| Exercise directions |
Within the listing below, locate all lines containing the word "БЕЙІМБЕТ". Copy each one.
• • •
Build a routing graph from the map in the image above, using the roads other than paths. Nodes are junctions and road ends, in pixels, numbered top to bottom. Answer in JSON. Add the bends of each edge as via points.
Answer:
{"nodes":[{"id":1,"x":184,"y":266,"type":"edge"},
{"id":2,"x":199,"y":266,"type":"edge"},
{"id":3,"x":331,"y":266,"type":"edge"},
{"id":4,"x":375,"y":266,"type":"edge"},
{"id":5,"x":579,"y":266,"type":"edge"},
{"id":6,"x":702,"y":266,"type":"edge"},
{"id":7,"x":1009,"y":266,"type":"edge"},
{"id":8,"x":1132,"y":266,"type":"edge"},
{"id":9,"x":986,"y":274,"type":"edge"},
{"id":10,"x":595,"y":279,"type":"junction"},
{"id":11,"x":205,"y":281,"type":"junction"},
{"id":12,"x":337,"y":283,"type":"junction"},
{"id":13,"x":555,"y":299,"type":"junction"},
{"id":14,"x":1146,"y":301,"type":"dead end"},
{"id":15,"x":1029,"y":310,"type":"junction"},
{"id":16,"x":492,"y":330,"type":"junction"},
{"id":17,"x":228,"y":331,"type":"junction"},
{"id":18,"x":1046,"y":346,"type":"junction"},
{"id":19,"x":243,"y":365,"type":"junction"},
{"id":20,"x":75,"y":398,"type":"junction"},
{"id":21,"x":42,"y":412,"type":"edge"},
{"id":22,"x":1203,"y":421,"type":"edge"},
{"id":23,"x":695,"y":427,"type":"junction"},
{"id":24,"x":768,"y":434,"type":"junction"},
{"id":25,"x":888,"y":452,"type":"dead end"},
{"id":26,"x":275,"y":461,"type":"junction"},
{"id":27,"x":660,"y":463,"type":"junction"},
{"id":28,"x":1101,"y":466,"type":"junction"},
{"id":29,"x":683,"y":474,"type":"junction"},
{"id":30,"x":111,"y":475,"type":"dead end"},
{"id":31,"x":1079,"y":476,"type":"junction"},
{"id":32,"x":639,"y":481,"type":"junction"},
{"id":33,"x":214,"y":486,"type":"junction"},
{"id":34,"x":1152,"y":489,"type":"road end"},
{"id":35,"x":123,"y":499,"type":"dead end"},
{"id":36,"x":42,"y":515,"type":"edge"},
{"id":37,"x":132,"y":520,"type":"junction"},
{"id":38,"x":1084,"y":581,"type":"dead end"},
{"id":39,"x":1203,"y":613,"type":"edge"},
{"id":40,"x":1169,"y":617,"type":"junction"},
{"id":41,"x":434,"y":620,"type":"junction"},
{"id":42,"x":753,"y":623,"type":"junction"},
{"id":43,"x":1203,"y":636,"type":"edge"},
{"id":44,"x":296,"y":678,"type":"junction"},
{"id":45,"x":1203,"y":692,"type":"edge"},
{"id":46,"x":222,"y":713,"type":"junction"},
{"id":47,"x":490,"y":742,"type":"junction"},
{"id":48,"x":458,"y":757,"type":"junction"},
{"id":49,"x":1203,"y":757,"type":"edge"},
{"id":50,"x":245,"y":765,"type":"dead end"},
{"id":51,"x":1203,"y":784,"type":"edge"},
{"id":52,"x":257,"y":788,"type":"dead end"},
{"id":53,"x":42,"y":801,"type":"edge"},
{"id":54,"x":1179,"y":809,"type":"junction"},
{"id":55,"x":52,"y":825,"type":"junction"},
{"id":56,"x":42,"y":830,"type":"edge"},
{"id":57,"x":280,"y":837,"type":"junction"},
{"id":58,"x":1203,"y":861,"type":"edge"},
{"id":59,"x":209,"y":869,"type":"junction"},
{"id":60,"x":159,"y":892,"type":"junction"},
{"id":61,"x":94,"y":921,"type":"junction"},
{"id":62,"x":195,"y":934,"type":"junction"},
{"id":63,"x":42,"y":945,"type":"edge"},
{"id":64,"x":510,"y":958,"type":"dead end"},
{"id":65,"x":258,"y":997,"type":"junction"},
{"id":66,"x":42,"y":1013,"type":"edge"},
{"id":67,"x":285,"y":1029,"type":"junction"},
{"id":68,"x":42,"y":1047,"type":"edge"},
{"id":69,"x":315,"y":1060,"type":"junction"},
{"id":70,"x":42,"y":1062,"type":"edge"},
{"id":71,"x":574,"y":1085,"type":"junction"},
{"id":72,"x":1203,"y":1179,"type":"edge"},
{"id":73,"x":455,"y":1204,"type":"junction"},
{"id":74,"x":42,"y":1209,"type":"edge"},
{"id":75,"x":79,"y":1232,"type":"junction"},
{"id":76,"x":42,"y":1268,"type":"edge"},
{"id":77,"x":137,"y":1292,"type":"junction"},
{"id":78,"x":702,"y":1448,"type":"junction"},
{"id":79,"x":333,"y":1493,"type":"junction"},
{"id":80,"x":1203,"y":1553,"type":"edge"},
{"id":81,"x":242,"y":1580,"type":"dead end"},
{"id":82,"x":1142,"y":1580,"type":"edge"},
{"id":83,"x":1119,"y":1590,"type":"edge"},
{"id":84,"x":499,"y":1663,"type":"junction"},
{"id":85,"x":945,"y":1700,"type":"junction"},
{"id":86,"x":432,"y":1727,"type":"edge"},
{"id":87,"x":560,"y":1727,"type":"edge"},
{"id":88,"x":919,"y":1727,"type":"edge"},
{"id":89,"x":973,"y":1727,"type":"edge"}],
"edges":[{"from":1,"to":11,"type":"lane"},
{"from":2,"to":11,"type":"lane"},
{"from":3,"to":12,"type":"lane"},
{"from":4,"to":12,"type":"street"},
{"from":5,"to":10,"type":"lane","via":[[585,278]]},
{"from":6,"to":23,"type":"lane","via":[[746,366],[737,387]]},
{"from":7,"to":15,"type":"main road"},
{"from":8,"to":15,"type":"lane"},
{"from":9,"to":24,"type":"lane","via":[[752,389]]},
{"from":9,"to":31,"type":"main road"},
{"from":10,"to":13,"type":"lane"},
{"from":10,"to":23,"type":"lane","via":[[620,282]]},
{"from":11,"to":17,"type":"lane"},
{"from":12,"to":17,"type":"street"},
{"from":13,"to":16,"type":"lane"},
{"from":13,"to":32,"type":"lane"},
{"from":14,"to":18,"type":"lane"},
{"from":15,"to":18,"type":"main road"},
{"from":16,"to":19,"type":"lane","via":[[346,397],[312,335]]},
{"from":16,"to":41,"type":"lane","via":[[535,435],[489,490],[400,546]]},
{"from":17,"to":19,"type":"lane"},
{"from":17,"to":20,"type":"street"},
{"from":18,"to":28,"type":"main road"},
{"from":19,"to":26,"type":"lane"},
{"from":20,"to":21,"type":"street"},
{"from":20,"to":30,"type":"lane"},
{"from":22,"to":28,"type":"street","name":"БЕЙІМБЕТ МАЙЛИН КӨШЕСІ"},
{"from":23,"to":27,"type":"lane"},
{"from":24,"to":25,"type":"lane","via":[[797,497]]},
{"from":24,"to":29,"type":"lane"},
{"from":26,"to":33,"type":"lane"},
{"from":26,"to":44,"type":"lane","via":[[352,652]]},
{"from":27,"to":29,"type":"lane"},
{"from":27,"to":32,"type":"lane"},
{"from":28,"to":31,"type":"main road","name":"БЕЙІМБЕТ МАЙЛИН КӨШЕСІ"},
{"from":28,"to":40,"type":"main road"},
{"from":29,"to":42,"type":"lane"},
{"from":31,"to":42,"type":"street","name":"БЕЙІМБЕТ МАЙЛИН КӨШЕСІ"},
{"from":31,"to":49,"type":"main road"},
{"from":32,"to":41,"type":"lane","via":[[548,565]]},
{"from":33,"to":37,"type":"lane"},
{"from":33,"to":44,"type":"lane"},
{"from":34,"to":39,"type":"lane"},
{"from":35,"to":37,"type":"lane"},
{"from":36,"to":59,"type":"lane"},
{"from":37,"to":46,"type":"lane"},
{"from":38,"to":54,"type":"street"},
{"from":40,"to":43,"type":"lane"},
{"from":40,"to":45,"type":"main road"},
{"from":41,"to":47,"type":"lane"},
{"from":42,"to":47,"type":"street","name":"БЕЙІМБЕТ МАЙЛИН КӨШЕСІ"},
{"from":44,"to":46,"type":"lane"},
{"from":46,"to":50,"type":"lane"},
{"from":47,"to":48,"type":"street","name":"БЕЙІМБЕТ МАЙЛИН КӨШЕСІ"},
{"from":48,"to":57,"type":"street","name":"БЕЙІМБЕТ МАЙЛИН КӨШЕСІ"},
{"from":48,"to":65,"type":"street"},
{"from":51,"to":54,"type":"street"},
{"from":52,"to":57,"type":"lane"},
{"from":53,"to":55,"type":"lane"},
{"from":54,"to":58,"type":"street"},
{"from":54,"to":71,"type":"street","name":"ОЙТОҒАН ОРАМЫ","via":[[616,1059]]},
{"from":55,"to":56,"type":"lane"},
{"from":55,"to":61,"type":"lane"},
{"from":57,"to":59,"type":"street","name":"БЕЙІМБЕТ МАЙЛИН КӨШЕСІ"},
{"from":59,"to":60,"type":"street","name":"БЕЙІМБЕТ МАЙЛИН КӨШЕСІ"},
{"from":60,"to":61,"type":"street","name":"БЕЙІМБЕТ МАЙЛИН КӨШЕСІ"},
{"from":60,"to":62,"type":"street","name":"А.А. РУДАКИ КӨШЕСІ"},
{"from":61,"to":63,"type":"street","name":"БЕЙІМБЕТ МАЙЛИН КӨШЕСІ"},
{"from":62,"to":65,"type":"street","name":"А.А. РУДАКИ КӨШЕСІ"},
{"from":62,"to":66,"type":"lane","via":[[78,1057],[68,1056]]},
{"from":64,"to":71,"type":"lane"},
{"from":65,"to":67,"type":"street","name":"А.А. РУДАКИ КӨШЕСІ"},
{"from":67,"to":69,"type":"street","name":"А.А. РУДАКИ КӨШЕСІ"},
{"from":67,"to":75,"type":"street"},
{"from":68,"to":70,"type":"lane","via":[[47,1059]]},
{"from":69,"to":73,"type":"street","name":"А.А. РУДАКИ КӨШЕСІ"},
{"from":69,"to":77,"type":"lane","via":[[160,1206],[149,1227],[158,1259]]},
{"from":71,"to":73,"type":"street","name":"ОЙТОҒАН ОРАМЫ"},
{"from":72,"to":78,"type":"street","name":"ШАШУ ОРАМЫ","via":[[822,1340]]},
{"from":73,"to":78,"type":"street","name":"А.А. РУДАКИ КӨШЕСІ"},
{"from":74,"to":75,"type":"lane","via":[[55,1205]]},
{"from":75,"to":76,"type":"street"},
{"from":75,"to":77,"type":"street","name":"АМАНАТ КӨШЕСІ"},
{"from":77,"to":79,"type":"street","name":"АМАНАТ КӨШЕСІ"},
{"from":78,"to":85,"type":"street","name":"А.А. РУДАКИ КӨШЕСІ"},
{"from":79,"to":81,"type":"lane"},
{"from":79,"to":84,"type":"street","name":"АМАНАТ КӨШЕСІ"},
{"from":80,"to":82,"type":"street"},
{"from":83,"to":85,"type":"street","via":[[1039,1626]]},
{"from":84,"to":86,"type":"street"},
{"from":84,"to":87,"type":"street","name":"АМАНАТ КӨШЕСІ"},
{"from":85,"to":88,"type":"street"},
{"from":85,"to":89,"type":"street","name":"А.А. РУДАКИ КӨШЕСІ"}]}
• • •
| Solution to this problem |
{"from":22,"to":28,"type":"street","name":"БЕЙІМБЕТ МАЙЛИН КӨШЕСІ"},
{"from":28,"to":31,"type":"main road","name":"БЕЙІМБЕТ МАЙЛИН КӨШЕСІ"},
{"from":31,"to":42,"type":"street","name":"БЕЙІМБЕТ МАЙЛИН КӨШЕСІ"},
{"from":42,"to":47,"type":"street","name":"БЕЙІМБЕТ МАЙЛИН КӨШЕСІ"},
{"from":47,"to":48,"type":"street","name":"БЕЙІМБЕТ МАЙЛИН КӨШЕСІ"},
{"from":48,"to":57,"type":"street","name":"БЕЙІМБЕТ МАЙЛИН КӨШЕСІ"},
{"from":57,"to":59,"type":"street","name":"БЕЙІМБЕТ МАЙЛИН КӨШЕСІ"},
{"from":59,"to":60,"type":"street","name":"БЕЙІМБЕТ МАЙЛИН КӨШЕСІ"},
{"from":60,"to":61,"type":"street","name":"БЕЙІМБЕТ МАЙЛИН КӨШЕСІ"},
{"from":61,"to":63,"type":"street","name":"БЕЙІМБЕТ МАЙЛИН КӨШЕСІ"},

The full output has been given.